VANCOUVER - Now the longest-serving member of the Vancouver Canucks, defenceman Mattias Ohlund hopes he stays with the team.
Ohlund is entering his 11th season with the Canucks. There has been speculation recently that the Swede could be moved as new general manager Mike Gillis looks to bolster his offence.
But the 32-year-old Ohlund, who has a no-trade clause, expects to stay with the only NHL club for which he's played. He is entering the option year of a four-year contract that will pay him US$3.5 million this season.
"I've got one year left and I'm extremely happy to be here," Ohlund said. "Obviously, it's a good fit and I'd like to stay. If not, I'll move on and that'll be fine, too."
No contract discussions have occurred with Gillis, but Ohlund said he was not disappointed by the lack of discussions.
"I met him a couple times since he started working here," said Ohlund. "We didn't get into any specifics."

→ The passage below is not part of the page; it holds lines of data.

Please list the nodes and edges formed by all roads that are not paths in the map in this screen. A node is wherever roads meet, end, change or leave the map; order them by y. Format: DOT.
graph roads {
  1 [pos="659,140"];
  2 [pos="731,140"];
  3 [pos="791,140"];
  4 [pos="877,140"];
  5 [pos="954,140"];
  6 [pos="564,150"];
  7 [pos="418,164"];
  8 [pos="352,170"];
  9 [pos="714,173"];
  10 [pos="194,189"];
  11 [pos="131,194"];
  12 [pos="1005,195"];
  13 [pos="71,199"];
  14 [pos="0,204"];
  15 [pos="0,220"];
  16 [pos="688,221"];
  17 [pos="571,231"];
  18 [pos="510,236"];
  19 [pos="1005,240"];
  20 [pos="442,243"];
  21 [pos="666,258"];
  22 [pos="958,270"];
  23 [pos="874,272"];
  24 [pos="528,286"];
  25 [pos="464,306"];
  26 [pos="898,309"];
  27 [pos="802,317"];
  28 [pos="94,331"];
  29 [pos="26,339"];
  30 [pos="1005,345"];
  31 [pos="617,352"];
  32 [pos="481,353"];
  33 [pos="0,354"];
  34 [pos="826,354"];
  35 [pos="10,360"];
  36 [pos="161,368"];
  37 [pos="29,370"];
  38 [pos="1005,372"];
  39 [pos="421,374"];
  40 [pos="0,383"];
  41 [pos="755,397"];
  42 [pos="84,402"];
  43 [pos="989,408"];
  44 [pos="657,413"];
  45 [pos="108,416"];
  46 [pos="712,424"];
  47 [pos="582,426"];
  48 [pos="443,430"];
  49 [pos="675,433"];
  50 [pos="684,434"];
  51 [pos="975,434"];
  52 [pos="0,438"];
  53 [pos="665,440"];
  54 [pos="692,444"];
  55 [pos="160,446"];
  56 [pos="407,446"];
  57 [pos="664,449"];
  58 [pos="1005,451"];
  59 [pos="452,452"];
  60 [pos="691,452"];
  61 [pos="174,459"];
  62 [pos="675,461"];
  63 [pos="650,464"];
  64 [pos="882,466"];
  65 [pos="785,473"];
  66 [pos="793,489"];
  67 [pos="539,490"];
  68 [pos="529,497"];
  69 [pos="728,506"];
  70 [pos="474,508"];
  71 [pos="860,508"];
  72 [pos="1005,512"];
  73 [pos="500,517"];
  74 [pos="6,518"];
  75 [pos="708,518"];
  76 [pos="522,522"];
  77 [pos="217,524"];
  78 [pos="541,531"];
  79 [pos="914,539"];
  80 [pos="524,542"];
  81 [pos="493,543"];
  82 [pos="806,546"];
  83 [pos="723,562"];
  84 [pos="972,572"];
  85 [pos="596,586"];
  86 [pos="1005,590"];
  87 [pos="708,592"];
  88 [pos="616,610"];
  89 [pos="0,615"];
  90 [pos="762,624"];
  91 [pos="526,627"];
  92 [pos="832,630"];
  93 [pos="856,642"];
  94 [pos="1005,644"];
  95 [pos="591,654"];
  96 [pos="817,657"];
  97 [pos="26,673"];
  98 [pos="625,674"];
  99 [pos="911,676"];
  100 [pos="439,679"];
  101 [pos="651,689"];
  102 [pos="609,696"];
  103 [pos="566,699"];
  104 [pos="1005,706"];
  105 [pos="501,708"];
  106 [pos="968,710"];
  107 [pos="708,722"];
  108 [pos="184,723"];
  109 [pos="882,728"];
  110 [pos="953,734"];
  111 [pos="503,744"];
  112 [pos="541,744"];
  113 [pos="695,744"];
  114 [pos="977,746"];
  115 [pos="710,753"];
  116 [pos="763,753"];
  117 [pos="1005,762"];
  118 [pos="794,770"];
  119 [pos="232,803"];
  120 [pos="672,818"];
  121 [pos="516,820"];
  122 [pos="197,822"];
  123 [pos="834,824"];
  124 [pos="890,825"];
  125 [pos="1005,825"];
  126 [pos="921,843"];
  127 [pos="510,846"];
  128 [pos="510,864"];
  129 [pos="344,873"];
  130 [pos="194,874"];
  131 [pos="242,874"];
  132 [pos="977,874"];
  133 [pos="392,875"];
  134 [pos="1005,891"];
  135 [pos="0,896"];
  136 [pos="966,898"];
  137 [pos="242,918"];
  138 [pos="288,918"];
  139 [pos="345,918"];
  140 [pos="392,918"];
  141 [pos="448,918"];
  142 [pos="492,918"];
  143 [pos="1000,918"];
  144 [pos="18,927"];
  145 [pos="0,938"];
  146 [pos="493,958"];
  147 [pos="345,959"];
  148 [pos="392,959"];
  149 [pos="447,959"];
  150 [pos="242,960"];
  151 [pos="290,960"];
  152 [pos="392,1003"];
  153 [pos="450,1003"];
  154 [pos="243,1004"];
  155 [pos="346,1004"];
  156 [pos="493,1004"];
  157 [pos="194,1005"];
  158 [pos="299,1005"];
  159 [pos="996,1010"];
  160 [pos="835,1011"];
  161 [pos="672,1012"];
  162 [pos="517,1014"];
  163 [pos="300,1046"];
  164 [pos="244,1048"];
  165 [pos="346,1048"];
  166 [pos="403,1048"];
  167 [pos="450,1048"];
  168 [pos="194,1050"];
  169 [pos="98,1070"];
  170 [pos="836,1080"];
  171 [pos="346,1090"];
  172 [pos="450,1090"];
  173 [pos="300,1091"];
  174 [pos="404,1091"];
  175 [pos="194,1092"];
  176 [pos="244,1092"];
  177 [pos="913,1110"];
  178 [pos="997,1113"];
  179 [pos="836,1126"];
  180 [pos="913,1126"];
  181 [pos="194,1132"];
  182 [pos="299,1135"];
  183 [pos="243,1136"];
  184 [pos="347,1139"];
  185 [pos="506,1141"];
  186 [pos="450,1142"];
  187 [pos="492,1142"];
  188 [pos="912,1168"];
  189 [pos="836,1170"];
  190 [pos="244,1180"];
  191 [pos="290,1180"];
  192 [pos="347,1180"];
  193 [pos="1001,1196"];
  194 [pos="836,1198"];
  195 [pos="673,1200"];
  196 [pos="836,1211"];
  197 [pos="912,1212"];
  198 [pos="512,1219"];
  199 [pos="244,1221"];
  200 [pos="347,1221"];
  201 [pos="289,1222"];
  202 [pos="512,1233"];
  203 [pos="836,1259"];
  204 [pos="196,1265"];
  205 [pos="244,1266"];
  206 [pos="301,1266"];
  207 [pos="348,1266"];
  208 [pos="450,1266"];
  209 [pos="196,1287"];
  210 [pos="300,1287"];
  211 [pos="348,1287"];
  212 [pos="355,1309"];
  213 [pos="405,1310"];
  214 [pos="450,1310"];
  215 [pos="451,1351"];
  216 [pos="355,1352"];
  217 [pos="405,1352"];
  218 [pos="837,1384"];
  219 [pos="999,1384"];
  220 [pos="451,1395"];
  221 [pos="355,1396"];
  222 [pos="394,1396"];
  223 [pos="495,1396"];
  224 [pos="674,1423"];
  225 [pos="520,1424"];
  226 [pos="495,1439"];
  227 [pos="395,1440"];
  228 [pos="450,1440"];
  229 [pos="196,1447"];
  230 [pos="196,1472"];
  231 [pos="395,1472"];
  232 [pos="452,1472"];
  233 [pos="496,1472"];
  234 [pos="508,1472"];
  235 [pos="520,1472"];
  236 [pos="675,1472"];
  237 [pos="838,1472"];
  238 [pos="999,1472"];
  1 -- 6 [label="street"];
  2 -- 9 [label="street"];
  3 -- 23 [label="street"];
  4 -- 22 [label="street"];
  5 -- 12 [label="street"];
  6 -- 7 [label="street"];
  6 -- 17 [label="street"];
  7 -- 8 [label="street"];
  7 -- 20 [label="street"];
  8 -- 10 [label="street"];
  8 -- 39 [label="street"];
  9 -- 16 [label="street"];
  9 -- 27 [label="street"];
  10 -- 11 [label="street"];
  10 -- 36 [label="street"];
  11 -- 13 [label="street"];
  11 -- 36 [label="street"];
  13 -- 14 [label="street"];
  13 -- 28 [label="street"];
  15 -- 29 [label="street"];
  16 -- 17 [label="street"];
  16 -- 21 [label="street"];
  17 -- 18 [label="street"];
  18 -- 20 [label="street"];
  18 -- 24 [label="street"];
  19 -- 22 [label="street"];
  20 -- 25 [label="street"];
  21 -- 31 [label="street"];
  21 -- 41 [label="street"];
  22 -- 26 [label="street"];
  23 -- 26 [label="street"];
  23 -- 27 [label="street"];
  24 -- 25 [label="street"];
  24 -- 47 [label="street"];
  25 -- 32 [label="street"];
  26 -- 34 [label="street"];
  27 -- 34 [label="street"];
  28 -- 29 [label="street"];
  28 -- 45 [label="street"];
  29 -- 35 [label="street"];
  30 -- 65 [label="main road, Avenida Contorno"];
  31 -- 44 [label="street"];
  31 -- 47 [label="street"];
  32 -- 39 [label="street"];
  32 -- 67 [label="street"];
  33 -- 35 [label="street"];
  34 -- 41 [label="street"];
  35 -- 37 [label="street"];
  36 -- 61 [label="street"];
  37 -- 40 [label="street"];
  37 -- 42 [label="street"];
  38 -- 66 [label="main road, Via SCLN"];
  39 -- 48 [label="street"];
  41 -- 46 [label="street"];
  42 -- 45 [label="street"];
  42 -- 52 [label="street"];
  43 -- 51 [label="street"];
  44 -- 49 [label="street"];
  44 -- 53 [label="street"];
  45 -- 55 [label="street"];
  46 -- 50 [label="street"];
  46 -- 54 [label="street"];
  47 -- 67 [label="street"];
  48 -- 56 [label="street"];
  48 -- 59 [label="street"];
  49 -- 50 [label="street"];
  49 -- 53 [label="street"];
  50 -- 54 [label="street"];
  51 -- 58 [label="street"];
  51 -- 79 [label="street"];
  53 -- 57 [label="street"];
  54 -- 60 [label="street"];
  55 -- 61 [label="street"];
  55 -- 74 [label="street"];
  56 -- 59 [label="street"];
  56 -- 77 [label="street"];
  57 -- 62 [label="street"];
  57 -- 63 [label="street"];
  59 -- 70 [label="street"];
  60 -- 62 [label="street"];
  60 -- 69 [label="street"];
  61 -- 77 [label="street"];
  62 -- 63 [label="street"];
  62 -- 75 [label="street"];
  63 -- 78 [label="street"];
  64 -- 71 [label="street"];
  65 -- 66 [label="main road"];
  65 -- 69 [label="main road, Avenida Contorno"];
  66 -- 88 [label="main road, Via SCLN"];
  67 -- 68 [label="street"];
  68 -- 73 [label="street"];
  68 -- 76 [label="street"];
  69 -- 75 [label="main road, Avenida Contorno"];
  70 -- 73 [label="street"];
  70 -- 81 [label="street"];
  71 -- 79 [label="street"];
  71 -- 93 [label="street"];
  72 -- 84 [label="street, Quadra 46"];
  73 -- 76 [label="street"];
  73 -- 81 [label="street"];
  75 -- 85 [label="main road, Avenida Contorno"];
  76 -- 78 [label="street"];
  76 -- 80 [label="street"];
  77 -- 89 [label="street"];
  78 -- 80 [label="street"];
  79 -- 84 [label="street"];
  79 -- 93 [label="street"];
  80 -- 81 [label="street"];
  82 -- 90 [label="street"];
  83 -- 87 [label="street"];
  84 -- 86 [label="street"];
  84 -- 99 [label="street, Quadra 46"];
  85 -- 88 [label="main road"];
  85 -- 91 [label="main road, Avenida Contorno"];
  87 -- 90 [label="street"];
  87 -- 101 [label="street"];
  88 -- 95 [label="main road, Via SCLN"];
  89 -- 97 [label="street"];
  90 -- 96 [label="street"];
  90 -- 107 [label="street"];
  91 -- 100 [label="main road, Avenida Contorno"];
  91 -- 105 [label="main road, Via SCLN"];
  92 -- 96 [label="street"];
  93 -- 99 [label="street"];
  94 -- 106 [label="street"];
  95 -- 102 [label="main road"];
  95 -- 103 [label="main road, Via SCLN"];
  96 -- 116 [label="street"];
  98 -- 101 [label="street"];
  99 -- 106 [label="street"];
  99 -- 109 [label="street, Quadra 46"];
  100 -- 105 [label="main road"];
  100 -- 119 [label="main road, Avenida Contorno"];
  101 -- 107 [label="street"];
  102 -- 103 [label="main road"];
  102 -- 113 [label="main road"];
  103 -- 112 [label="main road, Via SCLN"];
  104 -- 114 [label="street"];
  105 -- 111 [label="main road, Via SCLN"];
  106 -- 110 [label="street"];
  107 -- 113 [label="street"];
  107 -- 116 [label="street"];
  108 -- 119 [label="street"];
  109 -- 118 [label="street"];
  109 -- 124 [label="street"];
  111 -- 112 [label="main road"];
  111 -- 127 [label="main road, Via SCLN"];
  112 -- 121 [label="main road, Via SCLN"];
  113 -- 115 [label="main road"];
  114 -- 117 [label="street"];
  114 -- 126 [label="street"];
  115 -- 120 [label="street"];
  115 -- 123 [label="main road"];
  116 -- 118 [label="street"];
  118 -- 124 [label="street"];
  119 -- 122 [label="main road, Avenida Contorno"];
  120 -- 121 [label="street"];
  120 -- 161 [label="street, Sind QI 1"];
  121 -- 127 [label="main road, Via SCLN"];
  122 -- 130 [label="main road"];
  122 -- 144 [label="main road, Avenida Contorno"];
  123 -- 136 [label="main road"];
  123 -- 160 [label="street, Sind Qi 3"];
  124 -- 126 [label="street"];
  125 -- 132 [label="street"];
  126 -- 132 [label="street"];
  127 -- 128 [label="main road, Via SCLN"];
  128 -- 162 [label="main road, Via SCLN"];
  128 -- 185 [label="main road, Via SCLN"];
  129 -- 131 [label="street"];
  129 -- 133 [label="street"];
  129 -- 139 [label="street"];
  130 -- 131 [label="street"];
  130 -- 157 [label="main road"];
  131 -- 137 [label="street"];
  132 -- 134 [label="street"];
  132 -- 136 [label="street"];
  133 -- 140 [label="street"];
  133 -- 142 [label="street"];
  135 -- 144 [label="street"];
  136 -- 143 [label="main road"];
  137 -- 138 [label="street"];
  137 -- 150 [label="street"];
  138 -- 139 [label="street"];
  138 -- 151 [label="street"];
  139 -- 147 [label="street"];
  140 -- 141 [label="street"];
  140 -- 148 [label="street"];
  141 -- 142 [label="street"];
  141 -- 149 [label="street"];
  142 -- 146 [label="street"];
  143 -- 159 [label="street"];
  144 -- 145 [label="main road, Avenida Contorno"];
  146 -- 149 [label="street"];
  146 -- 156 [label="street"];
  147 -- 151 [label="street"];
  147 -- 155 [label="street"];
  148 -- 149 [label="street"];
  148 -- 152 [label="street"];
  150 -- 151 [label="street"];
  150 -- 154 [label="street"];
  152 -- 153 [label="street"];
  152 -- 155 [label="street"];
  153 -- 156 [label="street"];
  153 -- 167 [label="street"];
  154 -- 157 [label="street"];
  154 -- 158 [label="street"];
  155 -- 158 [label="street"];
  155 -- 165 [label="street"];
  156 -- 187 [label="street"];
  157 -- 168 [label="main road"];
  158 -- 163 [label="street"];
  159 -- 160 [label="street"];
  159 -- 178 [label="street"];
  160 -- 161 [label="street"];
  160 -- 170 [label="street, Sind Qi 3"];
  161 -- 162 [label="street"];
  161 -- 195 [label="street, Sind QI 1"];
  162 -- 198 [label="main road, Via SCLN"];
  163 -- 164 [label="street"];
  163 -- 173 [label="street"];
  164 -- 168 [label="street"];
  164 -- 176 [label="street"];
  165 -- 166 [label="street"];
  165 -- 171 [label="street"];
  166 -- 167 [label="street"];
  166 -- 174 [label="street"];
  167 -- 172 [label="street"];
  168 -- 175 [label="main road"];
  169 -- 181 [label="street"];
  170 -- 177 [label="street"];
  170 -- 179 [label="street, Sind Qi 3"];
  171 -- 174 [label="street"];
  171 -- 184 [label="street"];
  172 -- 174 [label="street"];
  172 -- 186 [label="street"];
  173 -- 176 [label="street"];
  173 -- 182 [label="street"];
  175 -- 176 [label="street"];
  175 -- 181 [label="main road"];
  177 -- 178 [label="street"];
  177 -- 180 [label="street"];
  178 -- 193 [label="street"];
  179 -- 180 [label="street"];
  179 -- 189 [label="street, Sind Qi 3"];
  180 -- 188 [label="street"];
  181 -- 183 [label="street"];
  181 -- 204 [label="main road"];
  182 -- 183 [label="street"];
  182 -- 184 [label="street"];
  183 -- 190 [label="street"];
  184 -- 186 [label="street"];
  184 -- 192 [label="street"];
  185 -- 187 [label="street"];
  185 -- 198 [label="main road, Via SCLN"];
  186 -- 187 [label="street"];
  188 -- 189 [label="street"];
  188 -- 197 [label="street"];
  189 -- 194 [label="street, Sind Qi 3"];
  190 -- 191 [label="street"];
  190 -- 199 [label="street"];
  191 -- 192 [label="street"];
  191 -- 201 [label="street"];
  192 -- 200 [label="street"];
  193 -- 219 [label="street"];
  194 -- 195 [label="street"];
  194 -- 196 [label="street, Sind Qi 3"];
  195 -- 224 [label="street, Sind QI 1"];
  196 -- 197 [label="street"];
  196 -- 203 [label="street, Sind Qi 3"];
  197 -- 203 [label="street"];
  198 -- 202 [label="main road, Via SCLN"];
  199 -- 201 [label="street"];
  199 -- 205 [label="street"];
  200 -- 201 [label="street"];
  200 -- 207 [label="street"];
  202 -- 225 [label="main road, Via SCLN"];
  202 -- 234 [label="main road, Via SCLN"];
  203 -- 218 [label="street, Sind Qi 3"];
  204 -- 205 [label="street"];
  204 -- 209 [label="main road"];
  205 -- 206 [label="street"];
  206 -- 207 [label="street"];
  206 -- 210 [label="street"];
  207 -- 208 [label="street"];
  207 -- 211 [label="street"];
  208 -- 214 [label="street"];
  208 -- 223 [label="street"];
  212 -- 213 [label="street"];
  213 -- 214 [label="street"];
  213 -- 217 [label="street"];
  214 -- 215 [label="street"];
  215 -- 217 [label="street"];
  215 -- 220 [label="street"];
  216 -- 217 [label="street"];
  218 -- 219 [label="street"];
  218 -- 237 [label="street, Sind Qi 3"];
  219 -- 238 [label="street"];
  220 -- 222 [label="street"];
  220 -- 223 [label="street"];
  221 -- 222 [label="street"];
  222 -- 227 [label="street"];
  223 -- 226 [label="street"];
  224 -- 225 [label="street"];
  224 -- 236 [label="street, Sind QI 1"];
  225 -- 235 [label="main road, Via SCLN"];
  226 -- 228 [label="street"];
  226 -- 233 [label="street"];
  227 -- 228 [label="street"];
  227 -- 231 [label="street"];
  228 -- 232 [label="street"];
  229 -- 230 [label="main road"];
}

Ohlund sidestepped the question of whether he would waive his no-trade clause.
"I've never been asked," he said. "As far as I know, I'll be here."
He could fetch a lucrative new deal with another team in the off-season, because many teams would covet his offensive prowess and defensive dependability.
While open to moving on, he is also willing to negotiate a new deal with Vancouver during the season.
Meanwhile, Ohlund's more immediate concerns are to help the Canucks return to the playoffs - and rebound from one of the most difficult seasons in his career.
After scoring a career-high 23 goals in 2006-07, he managed just nine, along with 15 assists, last season while playing only 53 games because of head and knee injuries and a four-game suspension for an uncharacteristic stick-swinging incident in which Mikko Koivu of the Minnesota Wild suffered a broken leg.
Ohlund's 24 points in 2007-08 marked the second-lowest of his career. He managed only 20 in 1999-2000 when he was sidelined for 38 games because of an eye injury suffered in pre-season.
"When I played, I felt good," Ohlund said. "Obviously, when you miss a lot of time, it's tough to get into a rhythm, but I feel good. I feel relaxed. For me, if I can stay healthy, I see no reason why I can't continue to improve."
He got off to a good start by scoring in Vancouver's first pre-season game, a 4-3 shootout victory in Edmonton.
It was a good omen.
Two seasons ago, Canucks defencemen led the NHL in scoring among rearguards as the club advanced to the second round of the playoffs. But Vancouver's blue-liners struggled to produce points last season while being decimated by injuries. The Canucks missed the playoffs after losing seven of their last eight games.
"Every successful team needs to have their D being a big part of the offence," said Ohlund. "With the guys we have, Sami (Salo) and Kevin (Bieksa) and Alex (Edler) who is turning into a very good player, we have all the tools to produce from on D."
In addition to offence, said centre Ryan Kesler, the Canucks can expect strong leadership from Ohlund. He's considered a candidate to become captain after ex-skipper Markus Naslund signed with the New York Rangers in the off-season and veteran centre Brendan Morrison signed a similar free-agent deal with Anaheim.
"He's a guy that goes out and plays hard every shift," said Kesler of Ohlund. "You know what you're going to get from him."
NOTES: Vancouver coach Alain Vigneault has not made any cuts yet. The Canucks close out the pre-season Saturday in San Jose and Sunday in Anaheim.